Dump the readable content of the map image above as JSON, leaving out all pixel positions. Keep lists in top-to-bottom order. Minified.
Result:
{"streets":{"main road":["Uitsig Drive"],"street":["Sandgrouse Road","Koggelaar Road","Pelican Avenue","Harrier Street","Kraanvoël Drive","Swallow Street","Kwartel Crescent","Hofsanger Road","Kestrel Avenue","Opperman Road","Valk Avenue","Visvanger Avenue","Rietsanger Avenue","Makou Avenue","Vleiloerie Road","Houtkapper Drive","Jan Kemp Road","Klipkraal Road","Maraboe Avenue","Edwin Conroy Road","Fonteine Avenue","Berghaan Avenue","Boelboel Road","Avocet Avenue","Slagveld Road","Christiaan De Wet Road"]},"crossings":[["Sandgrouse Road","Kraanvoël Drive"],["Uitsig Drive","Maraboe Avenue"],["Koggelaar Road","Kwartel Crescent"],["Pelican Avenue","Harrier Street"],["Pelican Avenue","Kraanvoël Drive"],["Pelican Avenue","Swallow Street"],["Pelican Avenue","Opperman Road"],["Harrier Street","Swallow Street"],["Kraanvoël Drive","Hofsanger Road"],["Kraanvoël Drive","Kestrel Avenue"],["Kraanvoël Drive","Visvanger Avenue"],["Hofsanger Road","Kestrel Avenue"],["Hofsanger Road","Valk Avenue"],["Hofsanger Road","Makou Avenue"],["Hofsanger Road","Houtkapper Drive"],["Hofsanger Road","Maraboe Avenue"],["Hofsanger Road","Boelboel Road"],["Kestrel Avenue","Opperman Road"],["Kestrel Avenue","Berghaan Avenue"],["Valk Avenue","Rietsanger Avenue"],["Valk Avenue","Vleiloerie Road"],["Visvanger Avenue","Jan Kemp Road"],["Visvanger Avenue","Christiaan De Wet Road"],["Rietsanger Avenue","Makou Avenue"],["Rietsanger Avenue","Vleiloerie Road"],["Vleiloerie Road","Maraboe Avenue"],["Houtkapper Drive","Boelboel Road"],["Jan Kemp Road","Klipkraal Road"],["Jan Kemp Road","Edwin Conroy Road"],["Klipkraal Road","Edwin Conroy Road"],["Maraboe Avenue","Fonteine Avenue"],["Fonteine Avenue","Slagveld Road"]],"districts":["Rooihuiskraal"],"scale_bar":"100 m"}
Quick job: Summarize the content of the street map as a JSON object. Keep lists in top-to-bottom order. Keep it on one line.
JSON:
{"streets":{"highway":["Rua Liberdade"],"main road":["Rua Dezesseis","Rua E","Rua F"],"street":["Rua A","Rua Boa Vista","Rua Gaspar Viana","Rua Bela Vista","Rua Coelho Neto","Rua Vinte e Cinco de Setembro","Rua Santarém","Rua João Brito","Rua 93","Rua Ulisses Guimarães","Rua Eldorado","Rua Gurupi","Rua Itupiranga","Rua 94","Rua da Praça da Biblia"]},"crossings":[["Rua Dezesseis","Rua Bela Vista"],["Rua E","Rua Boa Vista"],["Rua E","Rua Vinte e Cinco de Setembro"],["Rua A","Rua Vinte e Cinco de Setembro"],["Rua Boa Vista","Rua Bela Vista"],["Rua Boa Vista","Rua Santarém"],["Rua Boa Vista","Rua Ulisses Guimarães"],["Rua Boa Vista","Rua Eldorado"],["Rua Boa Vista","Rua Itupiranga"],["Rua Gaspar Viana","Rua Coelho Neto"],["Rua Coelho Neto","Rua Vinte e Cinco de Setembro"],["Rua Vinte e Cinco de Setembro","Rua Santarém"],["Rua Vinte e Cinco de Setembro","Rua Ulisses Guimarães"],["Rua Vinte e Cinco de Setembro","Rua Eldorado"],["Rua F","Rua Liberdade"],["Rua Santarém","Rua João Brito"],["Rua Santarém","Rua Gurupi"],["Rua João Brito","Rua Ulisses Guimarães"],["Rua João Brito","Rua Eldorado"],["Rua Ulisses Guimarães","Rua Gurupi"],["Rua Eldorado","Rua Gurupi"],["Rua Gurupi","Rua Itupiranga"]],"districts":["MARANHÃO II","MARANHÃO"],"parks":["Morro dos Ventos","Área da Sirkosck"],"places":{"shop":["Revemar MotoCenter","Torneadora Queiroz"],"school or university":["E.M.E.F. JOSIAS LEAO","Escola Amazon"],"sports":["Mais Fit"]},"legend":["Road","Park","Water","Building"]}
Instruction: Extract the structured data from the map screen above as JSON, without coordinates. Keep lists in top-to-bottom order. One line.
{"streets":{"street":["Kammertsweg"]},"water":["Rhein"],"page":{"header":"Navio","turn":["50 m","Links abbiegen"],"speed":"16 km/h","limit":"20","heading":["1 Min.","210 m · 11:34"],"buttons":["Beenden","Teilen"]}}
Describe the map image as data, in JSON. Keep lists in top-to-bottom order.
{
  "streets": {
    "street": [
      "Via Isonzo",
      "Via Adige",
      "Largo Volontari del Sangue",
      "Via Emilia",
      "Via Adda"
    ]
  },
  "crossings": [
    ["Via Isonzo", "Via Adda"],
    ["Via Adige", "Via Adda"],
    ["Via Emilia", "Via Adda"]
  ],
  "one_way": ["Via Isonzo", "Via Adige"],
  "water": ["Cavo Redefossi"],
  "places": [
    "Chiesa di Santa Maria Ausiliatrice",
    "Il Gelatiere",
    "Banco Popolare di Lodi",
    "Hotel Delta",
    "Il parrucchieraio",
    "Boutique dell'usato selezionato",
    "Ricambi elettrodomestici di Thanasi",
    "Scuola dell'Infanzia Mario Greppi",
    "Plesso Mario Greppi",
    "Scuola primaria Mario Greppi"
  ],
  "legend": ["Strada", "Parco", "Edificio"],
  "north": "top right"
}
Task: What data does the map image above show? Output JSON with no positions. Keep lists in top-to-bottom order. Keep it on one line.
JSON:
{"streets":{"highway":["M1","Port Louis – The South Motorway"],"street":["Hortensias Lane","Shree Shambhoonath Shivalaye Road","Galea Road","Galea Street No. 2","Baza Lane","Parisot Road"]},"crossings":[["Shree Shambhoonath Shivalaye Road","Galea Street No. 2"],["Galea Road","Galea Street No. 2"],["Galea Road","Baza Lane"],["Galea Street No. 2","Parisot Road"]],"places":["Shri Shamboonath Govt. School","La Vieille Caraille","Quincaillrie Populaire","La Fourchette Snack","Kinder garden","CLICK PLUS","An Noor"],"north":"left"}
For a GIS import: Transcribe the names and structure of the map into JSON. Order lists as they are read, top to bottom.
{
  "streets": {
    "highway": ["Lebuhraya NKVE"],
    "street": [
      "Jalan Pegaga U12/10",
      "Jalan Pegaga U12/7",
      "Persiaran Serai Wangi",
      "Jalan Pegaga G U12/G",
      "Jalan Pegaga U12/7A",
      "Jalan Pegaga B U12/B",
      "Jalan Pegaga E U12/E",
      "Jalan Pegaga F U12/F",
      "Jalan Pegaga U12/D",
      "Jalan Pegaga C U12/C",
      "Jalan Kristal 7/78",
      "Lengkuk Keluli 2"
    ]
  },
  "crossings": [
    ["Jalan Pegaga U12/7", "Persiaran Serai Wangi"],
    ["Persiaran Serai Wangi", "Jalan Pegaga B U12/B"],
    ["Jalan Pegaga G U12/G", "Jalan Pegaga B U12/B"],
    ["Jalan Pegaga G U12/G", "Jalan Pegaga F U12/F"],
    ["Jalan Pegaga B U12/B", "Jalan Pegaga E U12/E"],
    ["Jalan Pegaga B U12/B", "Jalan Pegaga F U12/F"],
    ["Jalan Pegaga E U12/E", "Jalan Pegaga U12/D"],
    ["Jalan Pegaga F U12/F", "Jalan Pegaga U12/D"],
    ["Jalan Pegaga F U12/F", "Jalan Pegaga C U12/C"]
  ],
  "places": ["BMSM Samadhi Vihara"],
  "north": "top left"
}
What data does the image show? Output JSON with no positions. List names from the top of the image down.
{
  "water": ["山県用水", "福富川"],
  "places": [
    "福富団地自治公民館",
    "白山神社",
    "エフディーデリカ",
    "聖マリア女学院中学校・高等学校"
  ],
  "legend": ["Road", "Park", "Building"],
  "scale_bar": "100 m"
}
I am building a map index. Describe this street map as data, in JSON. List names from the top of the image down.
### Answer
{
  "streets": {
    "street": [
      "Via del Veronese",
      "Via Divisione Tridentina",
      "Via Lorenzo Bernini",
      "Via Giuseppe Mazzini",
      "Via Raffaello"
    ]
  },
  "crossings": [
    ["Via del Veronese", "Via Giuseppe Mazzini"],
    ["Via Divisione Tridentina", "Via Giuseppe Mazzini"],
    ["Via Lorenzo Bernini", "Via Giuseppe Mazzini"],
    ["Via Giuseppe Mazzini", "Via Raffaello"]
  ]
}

┄┄┄┄┄┄┄┄┄┄

# Prompt
Go through the entries above and copy each line with "Greppi" in it.

# Task result
    "Scuola dell'Infanzia Mario Greppi",
    "Plesso Mario Greppi",
    "Scuola primaria Mario Greppi"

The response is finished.